Governance worries deepen skepticism. Weeks before the election, Biman’s board was reshaped to include the National Security Adviser and special assistants to the Chief Adviser. Aviation Adviser Sheikh Bashiruddin also chairs Biman, raising conflict‑of‑interest concerns. Critics allege he concluded the Boeing agreement while in the United States without formal board approval or fleet‑planning clearance—an inversion where procurement drives policy instead of policy guiding procurement.
As voters approach the February 12 polls to ratify the July Charter—a reform roadmap meant to restore accountability after the previous regime’s legacy—the interim government’s rush to lock in a 10‑year, $3.7 billion contract seems at odds with the spirit of the uprising that brought it to power. First deliveries are due in October 2031, with completion in 2035, so operational gains will accrue to governments two or three cycles away, while financial burdens and the sovereign guarantee begin immediately.
The problem is not only the manufacturer choice but the process: a multidimensional policy failure that trades short‑term geopolitical appeasement for long‑term fiscal and operational stability. By turning Biman into a tool of trade diplomacy, the government undermines the airline’s commercial independence and piles contingent liabilities onto an already strained treasury. The next elected government will inherit a deal that ties its hands and narrows fiscal room for years.
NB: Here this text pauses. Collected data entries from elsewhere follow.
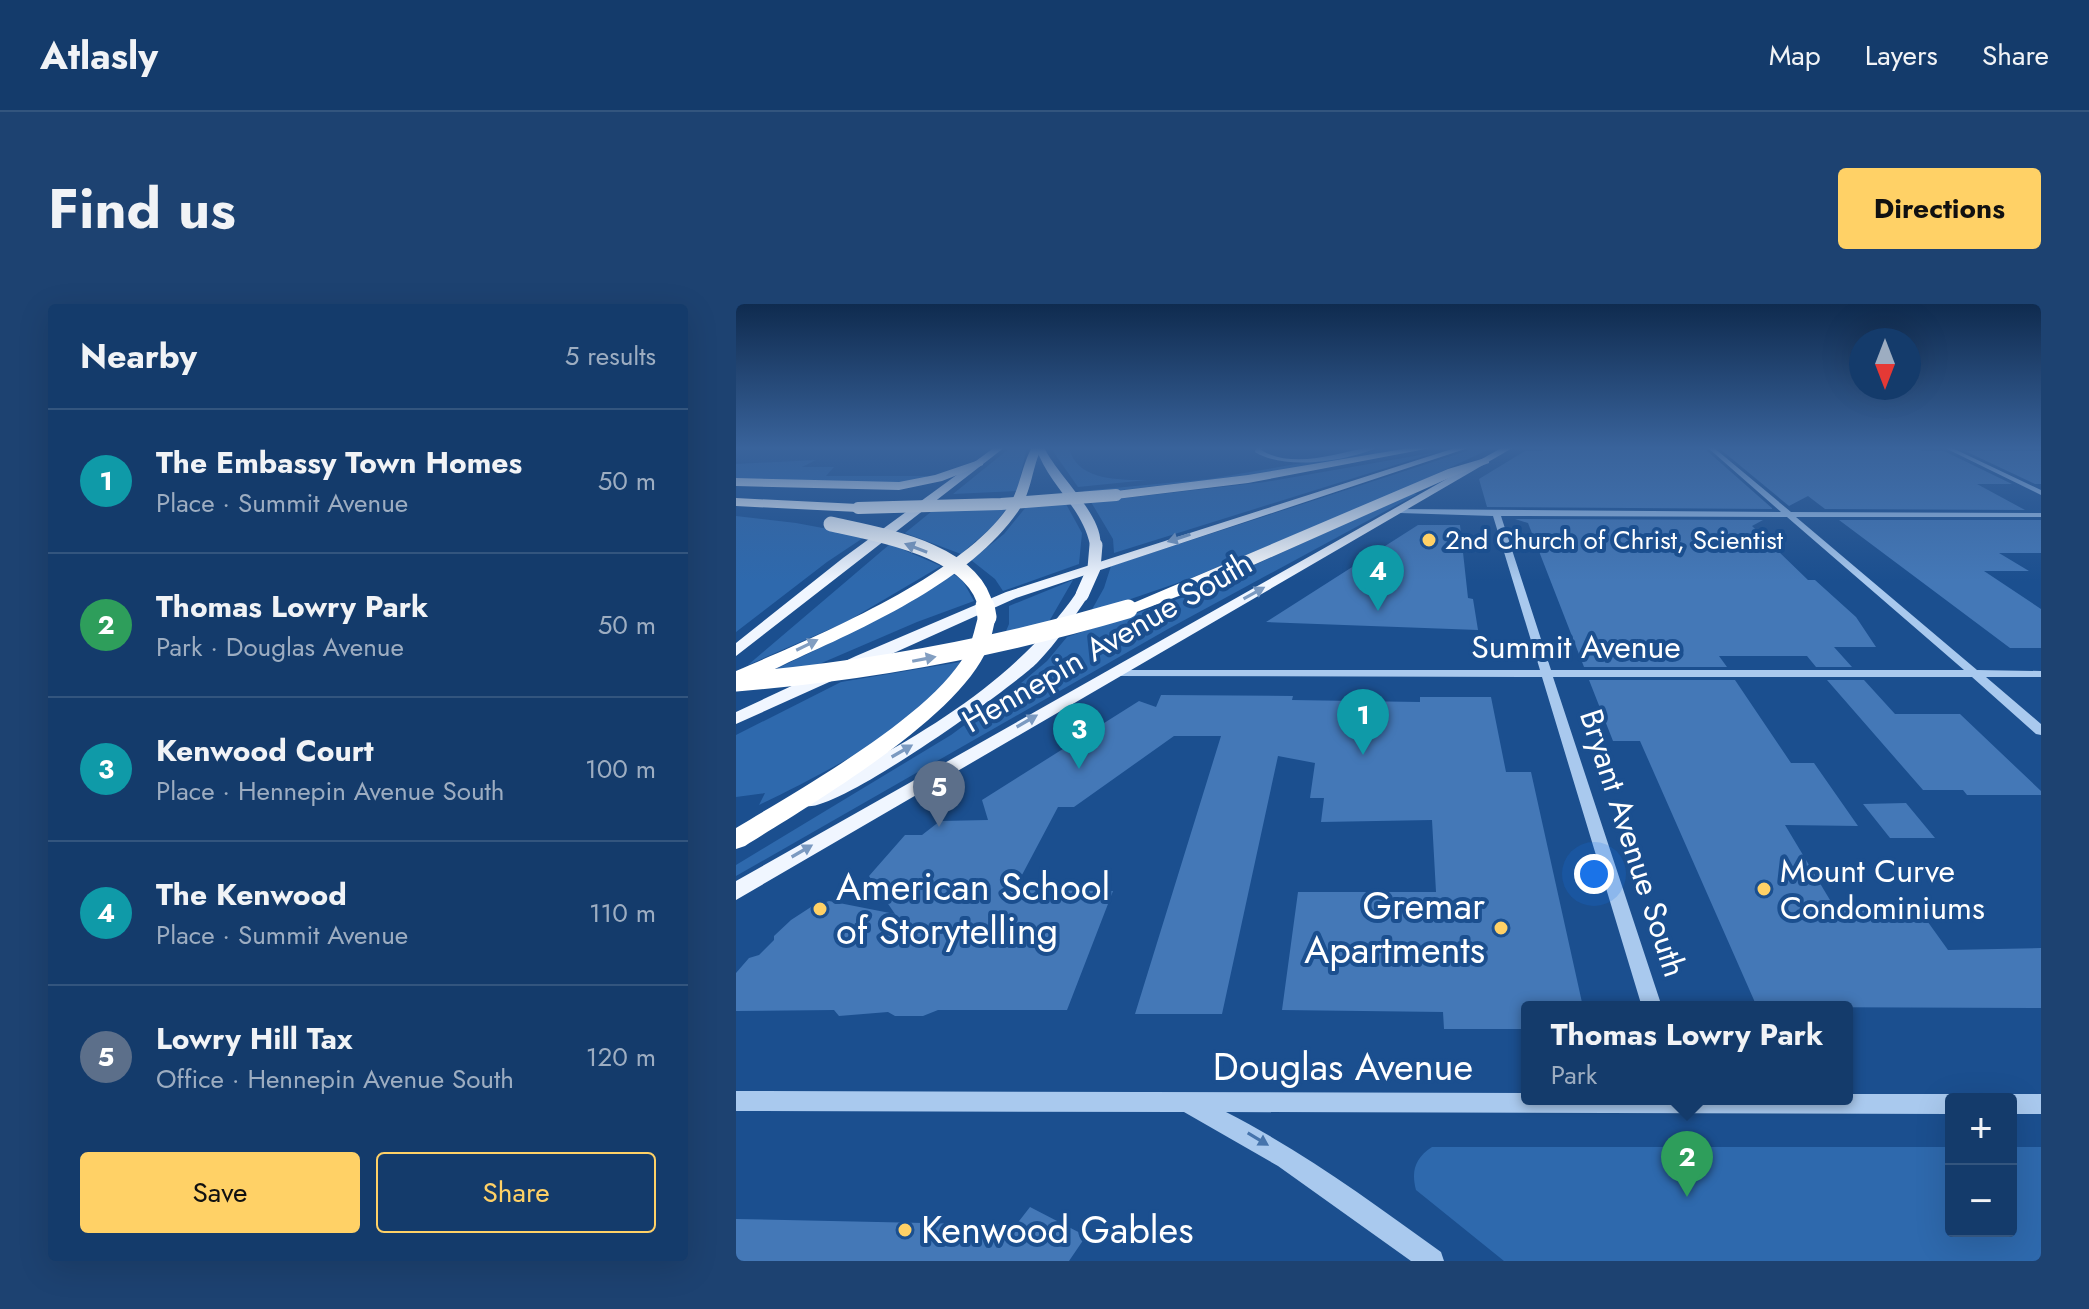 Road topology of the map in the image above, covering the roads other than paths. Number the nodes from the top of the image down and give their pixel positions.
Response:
1 (941, 492) edge
2 (1023, 492) edge
3 (1069, 492) edge
4 (1144, 492) edge
5 (1329, 492) edge
6 (1407, 492) edge
7 (1433, 492) edge
8 (1763, 492) edge
9 (736, 502) edge
10 (1400, 511) junction
11 (736, 512) edge
12 (1496, 514) junction
13 (1791, 515) junction
14 (2041, 515) edge
15 (736, 651) edge
16 (1111, 673) junction
17 (1546, 673) junction
18 (1974, 674) junction
19 (2041, 674) edge
20 (736, 680) edge
21 (736, 719) edge
22 (2041, 731) edge
23 (736, 841) edge
24 (736, 892) edge
25 (1650, 1001) edge
26 (736, 1101) edge
27 (1521, 1102) edge
28 (1188, 1103) junction
29 (1853, 1103) edge
30 (1945, 1104) edge
31 (2017, 1104) edge
32 (2041, 1104) edge
33 (1432, 1261) edge

1 - 15 main road
20 -> 2 highway
23 -> 3 main road, bridge
4 - 9 highway, bridge
5 -> 21 main road, Hennepin Avenue South
20 -> 6 highway, bridge
7 - 10 main road, Hennepin Avenue South
8 - 13 street
10 - 12 street
16 -> 10 main road, Hennepin Avenue South
23 -> 11 highway, bridge
12 - 13 street
12 - 17 street, Bryant Avenue South
13 - 14 street
13 - 18 street
16 - 17 street, Summit Avenue
24 -> 16 main road, Hennepin Avenue South
17 - 18 street, Summit Avenue
17 - 25 street, Bryant Avenue South
18 - 19 street, Summit Avenue
18 - 22 street
26 - 28 street, Douglas Avenue
27 - 28 street, Douglas Avenue
28 -> 33 street
29 - 30 street, Douglas Avenue
31 - 32 street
To truly modernize aviation, Bangladesh must move past politically driven procurement, set clear performance targets, clear the Tk 81 billion owed to state bodies, and ensure fleet purchases follow commercial demand, not diplomatic need. Without such reforms, adding 14 Boeing jets under a sovereign guarantee and signed on the eve of an election could simply enlarge an already insolvent state enterprise. The interim administration is ending its tenure with multi‑billion‑dollar contracts, but the real cost will be borne by Bangladeshis long after the delegation returns from Washington.
Ultimately, the Boeing deal highlights the risk when an unelected transitional mandate attempts “revolutionary” change: it can replace one form of overreach with another. Whether this becomes a strategic shield for the garment sector or diplomatic handcuffs on future democracy will emerge in the coming decade. As February 12 nears, the rush to sign in Washington suggests the interim government was willing to pay the price of diplomatic currency with the nation’s long‑term fiscal health.